Sept questions après la catastrophe

La Shoah est comme un trou noir dans l’histoire du monde. Un événement que l’on a du mal à regarder en face et qui semble absorber tour ce qui est à côté de lui tant il est massif.

L’histoire de cet événement a traversé plusieurs phases. La première phase a été une phase de silence. Les survivants n’en parlaient pas, ou peu ; ils étaient trop occupés à vivre, à construire, à remplacer les camps de la mort par une vie aussi bien vécue que possible. Ils essayaient aussi d’oublier, pour que l’événement sorte de leur présent et soit transféré dans leur passé, seul endroit où il pourrait arrêter son œuvre destructive.

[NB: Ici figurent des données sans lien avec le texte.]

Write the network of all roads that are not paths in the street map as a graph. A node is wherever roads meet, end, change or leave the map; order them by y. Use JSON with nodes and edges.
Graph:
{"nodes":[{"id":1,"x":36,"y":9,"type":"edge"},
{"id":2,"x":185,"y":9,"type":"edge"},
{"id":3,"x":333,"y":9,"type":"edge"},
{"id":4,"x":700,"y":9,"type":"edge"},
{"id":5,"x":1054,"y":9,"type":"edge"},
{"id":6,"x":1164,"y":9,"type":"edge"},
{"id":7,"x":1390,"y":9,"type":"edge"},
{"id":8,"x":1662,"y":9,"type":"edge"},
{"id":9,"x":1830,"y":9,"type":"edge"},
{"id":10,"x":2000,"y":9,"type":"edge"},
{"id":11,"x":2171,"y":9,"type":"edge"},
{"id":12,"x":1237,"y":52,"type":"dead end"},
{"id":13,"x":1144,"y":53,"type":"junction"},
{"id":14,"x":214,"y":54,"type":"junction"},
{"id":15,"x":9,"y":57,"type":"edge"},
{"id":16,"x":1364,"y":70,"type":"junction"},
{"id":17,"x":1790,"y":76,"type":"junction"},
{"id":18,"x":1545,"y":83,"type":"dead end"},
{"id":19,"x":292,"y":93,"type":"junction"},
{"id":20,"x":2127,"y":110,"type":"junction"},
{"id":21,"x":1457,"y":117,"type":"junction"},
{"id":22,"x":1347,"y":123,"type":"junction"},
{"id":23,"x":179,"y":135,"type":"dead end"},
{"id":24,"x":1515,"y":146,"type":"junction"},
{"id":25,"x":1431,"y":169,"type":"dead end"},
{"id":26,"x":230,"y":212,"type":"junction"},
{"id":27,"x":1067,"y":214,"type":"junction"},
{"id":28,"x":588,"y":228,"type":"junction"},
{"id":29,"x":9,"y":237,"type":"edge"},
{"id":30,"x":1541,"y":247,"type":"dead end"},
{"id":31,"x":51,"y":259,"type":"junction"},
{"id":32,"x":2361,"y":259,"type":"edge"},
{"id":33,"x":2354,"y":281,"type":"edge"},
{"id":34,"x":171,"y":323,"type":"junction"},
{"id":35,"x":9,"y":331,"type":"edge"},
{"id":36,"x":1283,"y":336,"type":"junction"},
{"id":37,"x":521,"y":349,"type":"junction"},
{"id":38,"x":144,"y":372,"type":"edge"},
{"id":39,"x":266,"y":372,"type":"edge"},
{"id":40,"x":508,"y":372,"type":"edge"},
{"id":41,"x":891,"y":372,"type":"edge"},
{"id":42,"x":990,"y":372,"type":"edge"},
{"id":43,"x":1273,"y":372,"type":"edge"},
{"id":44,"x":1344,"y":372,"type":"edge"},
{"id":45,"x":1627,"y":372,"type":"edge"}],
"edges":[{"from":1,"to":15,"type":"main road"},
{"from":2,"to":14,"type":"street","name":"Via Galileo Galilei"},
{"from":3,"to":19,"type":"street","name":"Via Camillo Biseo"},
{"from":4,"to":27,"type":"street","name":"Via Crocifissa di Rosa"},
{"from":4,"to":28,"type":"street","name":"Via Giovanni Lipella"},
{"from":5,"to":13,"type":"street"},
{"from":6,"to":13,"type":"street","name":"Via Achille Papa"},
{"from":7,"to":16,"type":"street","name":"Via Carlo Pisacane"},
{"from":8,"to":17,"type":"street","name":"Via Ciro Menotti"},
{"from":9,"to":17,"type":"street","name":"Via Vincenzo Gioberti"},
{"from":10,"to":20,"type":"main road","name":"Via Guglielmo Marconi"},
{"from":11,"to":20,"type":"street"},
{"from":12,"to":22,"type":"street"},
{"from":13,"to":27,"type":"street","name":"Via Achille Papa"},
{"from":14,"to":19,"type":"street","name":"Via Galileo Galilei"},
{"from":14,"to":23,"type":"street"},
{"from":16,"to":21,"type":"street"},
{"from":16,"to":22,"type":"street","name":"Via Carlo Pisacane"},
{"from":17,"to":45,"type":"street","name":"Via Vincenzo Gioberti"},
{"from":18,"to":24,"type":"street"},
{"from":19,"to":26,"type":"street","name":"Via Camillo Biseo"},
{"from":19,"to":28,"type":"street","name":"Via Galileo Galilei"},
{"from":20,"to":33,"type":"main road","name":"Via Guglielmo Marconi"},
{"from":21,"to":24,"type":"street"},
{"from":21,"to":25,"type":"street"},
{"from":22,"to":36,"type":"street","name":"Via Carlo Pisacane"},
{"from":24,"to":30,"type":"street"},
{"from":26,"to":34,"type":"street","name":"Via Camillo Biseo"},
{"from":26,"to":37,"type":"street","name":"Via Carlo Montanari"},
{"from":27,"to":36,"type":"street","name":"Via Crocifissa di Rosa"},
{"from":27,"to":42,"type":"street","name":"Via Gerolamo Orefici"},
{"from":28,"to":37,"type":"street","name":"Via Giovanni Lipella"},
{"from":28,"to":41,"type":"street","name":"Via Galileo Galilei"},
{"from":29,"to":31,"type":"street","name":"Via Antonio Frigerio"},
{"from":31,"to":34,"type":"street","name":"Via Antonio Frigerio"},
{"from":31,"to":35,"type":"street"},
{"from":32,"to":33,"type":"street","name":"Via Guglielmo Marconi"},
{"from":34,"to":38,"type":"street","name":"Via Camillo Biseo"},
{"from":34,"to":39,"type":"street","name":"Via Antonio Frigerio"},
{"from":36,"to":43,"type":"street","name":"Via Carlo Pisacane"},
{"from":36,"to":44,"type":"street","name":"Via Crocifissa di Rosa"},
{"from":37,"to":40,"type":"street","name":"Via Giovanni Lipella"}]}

Leurs contemporains ne voulaient pas trop écouter de toute façon. Ceux qui avaient vécu les atrocités du vingtième siècle pensaient que eux aussi avaient suffisamment soufferts. Et ceux qui ne les avaient pas vécu ne voulaient pas entendre. Trop tôt. Trop violent. Trop impensable.

La deuxième phase fut celle du souvenir et de la commémoration. On recueillit les témoignages, on étudia le sujet sous tous les angles (historique, juridique, sociologique, et même linguistique), on créa des musées et des monuments, on enseigna la Shoah à l’école. On était suffisamment proche de l’événement pour qu’on en sente encore les ondes de choc, mais suffisamment loin pour arriver à le regarder en face sans être écrasé par le poids de son déroulé.

La troisième phase, qui commence à peine, est la phase de l’après. Maintenant que l’événement a été mis en lumière autant que faire se peut, que va-t-on en faire ? Maintenant que les derniers témoins s’en vont vers l’autre monde, que va-t-il rester ?

La difficulté de cette phase repose sur une ambiguïté : la Shoah pose question, mais elle ne pose pas la même question selon la personne ou le groupe qui la considère. Mais à chaque fois, la question est massive, perturbante, et la tentation de tourner la tête pour ne pas avoir à l’affronter est de plus en plus forte à mesure que le temps passe, parce qu’il est de plus en plus facile de le faire.

Alors quelles questions pose la Shoah ?

En premier lieu, elle interroge les survivants, qui sont de moins en moins nombreux. En 2023, on estime qu’ils sont environ quatre cent mille. Eux seuls savent, dans le secret de leurs nuits sans sommeil, quelles sont les questions qu’ils se posent. Et comment, au seuil de cette vie, ils ont pu, ils ont su, y répondre. Ce sont des questions qui resteront entre eux et l’Ancien des jours, entre eux et leur conscience, entre eux et leurs camarades et familles disparus.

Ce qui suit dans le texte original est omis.